#### [Task details]
Give back only one number: how many lines in the data below contain the word "serif".

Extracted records
========================
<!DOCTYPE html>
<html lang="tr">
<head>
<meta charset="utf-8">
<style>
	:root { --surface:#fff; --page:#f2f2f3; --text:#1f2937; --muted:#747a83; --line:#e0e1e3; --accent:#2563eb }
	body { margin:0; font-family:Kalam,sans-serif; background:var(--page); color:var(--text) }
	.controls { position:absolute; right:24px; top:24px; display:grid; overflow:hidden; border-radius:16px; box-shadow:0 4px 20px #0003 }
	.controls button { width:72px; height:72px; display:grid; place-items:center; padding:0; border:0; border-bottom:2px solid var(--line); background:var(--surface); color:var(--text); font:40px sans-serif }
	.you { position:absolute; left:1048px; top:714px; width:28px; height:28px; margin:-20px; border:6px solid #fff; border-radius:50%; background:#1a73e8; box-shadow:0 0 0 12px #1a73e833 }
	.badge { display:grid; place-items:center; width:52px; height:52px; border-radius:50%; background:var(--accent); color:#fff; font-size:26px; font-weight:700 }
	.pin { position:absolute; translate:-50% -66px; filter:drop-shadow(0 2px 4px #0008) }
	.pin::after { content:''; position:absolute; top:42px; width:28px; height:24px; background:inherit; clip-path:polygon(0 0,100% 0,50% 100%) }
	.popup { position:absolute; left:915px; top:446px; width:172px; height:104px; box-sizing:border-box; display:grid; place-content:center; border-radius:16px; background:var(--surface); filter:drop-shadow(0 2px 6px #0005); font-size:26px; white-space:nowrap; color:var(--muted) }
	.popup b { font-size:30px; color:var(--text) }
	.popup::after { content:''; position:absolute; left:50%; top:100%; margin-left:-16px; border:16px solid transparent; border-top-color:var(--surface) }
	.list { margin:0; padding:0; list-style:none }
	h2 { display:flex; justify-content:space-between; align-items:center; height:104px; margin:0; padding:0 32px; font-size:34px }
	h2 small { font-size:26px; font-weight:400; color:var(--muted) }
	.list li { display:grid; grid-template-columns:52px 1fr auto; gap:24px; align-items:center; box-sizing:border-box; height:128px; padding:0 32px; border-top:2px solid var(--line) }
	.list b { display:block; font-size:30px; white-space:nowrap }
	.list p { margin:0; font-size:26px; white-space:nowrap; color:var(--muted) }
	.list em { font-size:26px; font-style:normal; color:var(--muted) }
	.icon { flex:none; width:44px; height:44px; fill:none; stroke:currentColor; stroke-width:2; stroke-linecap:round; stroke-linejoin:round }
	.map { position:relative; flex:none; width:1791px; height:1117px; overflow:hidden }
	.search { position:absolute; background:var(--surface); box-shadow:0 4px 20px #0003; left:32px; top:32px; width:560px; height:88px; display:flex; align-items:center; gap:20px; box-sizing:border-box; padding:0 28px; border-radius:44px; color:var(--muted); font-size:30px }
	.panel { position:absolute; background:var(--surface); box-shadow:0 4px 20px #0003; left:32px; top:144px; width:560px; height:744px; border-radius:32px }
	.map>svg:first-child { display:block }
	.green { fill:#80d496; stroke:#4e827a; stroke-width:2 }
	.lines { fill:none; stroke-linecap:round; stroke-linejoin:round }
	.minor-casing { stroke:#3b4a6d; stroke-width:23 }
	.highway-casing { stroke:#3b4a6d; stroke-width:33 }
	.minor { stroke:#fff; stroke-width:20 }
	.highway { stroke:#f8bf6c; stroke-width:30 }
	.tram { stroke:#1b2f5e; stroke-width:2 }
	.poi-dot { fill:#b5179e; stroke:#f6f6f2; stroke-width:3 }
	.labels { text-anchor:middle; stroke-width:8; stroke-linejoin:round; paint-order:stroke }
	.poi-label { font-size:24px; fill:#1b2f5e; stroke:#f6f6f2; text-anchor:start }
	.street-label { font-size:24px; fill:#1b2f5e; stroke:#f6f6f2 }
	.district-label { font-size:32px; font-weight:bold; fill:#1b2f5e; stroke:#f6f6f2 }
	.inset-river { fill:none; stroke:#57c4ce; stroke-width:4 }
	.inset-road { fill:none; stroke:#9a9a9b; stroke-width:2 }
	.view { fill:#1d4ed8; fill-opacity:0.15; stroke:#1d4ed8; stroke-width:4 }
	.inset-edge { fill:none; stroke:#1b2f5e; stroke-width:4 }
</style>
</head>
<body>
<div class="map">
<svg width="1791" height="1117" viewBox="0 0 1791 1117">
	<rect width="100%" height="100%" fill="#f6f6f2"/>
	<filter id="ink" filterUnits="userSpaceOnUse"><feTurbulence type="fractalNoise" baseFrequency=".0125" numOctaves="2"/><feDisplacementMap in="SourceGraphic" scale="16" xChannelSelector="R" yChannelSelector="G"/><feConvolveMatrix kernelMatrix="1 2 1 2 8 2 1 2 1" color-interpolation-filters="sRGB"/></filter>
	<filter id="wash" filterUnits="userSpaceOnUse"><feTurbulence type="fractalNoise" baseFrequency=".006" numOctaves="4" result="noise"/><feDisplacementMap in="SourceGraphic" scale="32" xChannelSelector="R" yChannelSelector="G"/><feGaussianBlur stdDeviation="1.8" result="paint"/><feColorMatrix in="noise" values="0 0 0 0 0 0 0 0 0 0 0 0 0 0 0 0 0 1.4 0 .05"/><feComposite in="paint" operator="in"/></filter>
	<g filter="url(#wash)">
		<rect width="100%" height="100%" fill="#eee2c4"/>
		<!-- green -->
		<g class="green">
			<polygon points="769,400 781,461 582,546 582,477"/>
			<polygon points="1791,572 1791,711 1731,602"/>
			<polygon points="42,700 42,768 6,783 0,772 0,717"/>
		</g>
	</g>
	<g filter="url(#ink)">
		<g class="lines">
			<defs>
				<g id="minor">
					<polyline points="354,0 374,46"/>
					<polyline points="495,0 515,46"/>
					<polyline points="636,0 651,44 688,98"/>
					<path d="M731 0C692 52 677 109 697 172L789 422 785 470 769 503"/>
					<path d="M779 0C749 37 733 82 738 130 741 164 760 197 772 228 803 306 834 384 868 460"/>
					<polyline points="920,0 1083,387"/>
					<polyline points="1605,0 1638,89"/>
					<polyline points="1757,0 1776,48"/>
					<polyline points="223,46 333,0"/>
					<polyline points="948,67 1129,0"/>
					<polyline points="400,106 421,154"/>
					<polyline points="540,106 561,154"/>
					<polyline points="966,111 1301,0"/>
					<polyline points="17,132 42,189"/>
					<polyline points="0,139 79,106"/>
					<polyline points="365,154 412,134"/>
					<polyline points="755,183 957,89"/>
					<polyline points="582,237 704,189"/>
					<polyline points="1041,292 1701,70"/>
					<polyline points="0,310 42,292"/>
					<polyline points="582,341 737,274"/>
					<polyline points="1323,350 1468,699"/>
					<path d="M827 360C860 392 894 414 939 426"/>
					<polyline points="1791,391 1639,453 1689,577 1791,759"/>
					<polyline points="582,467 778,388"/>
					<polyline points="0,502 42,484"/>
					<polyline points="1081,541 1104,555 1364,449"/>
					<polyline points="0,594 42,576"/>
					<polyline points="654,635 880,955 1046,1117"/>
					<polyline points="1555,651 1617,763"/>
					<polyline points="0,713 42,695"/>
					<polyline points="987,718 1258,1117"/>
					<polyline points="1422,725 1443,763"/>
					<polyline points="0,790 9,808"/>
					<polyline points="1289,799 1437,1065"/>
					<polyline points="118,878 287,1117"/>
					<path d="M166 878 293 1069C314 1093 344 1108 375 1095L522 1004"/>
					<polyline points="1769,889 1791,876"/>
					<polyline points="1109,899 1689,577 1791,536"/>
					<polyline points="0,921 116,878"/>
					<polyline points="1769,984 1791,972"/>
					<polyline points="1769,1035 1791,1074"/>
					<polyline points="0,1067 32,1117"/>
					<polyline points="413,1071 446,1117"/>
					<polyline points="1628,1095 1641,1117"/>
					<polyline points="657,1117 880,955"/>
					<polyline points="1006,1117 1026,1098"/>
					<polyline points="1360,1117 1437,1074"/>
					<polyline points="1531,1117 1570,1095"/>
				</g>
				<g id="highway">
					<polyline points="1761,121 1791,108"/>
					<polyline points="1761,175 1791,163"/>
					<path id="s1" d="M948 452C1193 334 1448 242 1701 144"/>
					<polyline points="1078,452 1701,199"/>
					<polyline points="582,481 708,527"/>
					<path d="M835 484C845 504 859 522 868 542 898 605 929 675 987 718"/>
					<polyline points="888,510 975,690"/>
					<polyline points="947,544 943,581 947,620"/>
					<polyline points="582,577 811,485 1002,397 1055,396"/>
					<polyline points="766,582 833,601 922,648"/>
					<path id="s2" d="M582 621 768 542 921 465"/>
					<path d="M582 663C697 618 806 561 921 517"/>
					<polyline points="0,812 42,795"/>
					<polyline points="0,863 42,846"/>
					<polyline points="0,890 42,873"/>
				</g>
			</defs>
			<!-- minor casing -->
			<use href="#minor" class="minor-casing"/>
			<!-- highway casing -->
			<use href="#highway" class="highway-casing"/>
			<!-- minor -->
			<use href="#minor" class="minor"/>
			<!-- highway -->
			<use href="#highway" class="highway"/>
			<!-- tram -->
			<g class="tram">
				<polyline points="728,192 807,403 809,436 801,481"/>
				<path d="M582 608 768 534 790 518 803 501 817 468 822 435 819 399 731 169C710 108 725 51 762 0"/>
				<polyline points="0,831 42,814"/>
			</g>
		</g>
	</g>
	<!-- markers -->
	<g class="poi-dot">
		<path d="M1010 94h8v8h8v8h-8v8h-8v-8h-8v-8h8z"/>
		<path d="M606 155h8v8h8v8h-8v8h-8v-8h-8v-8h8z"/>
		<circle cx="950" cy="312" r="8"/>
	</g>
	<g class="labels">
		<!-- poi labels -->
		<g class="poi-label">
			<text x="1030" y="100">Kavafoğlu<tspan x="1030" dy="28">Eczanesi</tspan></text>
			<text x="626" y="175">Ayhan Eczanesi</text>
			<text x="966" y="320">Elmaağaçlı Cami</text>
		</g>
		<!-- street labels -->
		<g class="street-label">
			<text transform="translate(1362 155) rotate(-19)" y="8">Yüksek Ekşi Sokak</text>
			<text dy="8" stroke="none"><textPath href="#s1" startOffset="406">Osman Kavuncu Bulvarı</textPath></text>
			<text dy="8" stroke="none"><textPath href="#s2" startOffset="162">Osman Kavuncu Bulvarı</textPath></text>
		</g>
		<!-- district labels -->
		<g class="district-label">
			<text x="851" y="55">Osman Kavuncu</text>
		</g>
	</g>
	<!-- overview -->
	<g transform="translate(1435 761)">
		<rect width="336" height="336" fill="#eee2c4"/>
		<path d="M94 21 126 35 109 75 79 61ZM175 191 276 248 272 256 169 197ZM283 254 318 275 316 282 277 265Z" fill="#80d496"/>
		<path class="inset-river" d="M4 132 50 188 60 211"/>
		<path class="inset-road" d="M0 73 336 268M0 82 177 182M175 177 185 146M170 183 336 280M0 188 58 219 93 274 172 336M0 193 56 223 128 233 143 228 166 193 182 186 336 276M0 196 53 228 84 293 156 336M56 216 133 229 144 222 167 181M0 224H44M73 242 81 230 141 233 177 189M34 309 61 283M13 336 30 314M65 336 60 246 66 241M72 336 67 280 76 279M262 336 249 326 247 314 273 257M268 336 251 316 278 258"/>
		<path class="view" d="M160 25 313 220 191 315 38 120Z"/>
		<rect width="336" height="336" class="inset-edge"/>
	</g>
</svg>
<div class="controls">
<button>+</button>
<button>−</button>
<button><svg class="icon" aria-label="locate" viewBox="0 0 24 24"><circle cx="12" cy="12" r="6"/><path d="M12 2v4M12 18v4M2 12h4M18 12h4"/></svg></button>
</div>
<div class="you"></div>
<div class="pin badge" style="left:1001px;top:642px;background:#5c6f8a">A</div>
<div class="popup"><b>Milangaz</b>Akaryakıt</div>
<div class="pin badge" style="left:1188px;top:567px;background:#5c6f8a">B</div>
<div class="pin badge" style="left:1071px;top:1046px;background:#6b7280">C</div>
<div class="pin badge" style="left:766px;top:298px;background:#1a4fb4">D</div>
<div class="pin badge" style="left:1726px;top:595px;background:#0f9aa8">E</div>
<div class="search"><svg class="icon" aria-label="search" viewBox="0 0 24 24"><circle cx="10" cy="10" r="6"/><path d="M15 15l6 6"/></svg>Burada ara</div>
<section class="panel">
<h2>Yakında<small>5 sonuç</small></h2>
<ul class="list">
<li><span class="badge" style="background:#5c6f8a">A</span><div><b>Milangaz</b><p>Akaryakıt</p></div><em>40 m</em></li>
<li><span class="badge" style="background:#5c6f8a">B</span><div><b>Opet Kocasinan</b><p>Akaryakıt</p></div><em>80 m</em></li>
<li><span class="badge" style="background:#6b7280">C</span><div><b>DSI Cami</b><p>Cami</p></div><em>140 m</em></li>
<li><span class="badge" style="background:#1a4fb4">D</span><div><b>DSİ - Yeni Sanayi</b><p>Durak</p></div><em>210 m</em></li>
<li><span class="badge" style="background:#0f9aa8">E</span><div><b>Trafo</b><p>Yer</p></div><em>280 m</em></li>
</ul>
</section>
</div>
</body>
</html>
========================
#### [Result of this task]
2